La confusion règne. Les problèmes posés sont complexes. Tout est mélangé, certes. On peut tout confondre. Il ne le faut pas. C'est ainsi par exemple que le fait que Vladimir Poutine s'insurge contre des évolutions sociétales que nous contestons pour certains d'entre nous ne saurait pour autant justifier son combat, la stratégie qu'il mène et les horreurs qu'il fait commettre à son armée. Mais d'un autre côté nous ne pouvons pas fermer les yeux sur cet enjeu tant il est vrai que la guerre trouve d'abord ses justifications dans des questions identitaires, nationales et civilisationnelles.

Oui, j'ai vraiment été frappé par l'ampleur des enjeux évoqués par le président russe et par leur conjonction avec notre situation et avec les menaces qui pèsent sur l'ordre actuel du monde.

Jean-François COLOSIMO dont le dernier livre souligne la nature religieuse des oppositions dont l’Ukraine fut historiquement le carrefour synthétise pour sa part ainsi l'idéologie poutinienne :

« Voyez combien il a multiplié les justifications de ses buts de guerre depuis l’invasion de l’Ukraine. Après s’être autorisé de l’ingérence humanitaire ou de la légitime défense, il est passé à la défense de la civilisation. Il a argué qu’il lui revenait de dénazifier l’Ukraine, de la libérer d’un régime illicite et belliciste, réincarnation du passé hitlérien et avant-garde d’une coalition liberticide.

Puis, il a sauté du répertoire antifasciste au registre théologico-politique.
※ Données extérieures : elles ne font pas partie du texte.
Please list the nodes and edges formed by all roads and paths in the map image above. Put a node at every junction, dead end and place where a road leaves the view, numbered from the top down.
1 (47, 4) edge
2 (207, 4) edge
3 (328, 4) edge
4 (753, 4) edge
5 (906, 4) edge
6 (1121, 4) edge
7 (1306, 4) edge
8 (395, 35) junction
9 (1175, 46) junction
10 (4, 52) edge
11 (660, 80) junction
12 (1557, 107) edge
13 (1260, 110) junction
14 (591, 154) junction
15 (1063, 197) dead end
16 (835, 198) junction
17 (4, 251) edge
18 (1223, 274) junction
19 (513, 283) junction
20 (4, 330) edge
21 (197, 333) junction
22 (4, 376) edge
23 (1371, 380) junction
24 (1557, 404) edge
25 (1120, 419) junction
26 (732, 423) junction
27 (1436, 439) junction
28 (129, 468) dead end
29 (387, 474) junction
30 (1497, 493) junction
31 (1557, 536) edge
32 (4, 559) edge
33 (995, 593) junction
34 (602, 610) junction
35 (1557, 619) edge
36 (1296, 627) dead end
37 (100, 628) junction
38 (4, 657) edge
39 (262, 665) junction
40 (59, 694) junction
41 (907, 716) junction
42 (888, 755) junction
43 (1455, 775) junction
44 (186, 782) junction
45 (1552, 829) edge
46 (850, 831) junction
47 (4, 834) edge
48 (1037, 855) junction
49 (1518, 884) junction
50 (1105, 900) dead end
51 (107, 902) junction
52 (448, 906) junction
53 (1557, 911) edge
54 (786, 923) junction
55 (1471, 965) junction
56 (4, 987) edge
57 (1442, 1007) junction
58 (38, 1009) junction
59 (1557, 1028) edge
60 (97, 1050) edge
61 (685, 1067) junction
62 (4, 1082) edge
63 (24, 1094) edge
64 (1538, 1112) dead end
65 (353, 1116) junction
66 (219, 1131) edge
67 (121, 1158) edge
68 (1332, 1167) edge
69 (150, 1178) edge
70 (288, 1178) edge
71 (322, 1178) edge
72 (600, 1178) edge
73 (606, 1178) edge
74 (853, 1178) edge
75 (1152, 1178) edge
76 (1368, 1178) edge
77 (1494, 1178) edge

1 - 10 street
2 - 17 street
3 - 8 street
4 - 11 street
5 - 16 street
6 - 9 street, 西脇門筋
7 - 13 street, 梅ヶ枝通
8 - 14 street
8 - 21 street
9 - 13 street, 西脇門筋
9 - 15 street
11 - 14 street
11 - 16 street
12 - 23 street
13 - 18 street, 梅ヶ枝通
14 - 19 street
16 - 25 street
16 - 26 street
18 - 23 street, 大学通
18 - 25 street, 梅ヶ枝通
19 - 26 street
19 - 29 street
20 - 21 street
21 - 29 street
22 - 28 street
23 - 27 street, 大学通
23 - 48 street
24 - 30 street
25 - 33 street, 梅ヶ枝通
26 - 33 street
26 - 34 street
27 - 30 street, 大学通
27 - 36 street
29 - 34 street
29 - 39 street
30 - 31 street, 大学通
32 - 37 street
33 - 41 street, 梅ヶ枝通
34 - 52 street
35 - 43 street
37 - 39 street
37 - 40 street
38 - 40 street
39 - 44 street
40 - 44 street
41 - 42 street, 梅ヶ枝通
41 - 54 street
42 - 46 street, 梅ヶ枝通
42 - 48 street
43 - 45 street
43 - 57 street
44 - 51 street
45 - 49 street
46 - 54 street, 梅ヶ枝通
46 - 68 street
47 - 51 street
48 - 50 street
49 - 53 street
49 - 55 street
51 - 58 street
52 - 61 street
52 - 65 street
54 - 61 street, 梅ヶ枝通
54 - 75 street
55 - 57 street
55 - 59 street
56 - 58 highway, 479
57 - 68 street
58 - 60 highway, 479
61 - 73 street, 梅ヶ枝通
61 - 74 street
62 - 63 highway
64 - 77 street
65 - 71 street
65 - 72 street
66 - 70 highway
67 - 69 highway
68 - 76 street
Il s’est assigné un rôle messianique à la fois saint et sacré : sauver l’orthodoxie, les religions russes et la «russité», lesquelles ne feraient qu’une et seraient simultanément menacées d’extinction. Enfin, il a déclaré la guerre totale contre l’Occident décadent, destructeur de l’humanité.».https://www.lefigaro.fr/vox/monde/jean-francois-colosimo-poutine-est-d-autant-plus-dangereux-qu-il-n-a-plus-rien-a-perdre-20220928

Comment faire l'impasse sur cet enracinement idéologique ? Comment le négliger ? … alors et surtout comme Élisabeth LEVY le faisait encore récemment observer sur CNEWS que Poutine stigmatise les symptômes d'une décadence que nous dénonçons nous-mêmes. 

Voilà qui amène à se poser la question de savoir jusqu'à quel niveau de sacrifices les occidentaux seront prêts à aller pour défendre des valeurs abstraites et absconses qui sont le réceptacle de leur impuissance civilisationnelle dénoncée par celui qu’on leur désigne comme leur ennemi irréductible. Comme le souligne, je le crains à juste titre Alexis CARRE, Vladimir POUTINE semble faire le pari que nous n'y sommes pas prêts; sa stigmatisation de ce qu'il décrit comme notre décadence relevant du défi et/ou de la partie de poker…https://www.lefigaro.fr/vox/societe/guerre-en-ukraine-les-occidentaux-sont-ils-prets-a-mourir-pour-la-democratie-20220228

Car enfin, ce que Vladimir POUTINE dénonce habilement, avec perversité et de manière machiavélique, a été stigmatisé chez nous par nombre de nos grands intellectuels depuis des décennies ! Car enfin, aujourd’hui, nos vrais intellectuels, ceux qui mobilisent leur intelligence, leur culture et leur sensibilité, sont unanimes pour dénoncer notre faiblesse morale, culturelle, religieuse et civilisationnelle ! Car enfin, on n’obtient pas d’un peuple qu’il se sacrifie si son identité et son avenir en termes de vie et de mort ne sont pas en jeu ! Car enfin, comment admettre que face à de tels enjeux nos gouvernants puissent encore chercher à satisfaire les caprices libertaires et liberticides – euthanasie, GPA, théorie du genre etc... - de leurs minorités agissantes ; minorités dont l’agitation aussi dérisoire, que lamentable, serait risible si la situation n’était pas aussi grave ? Comme s’il s’agissait de nous distraire en nous occupant pour nous détourner des risques qui nous menacent.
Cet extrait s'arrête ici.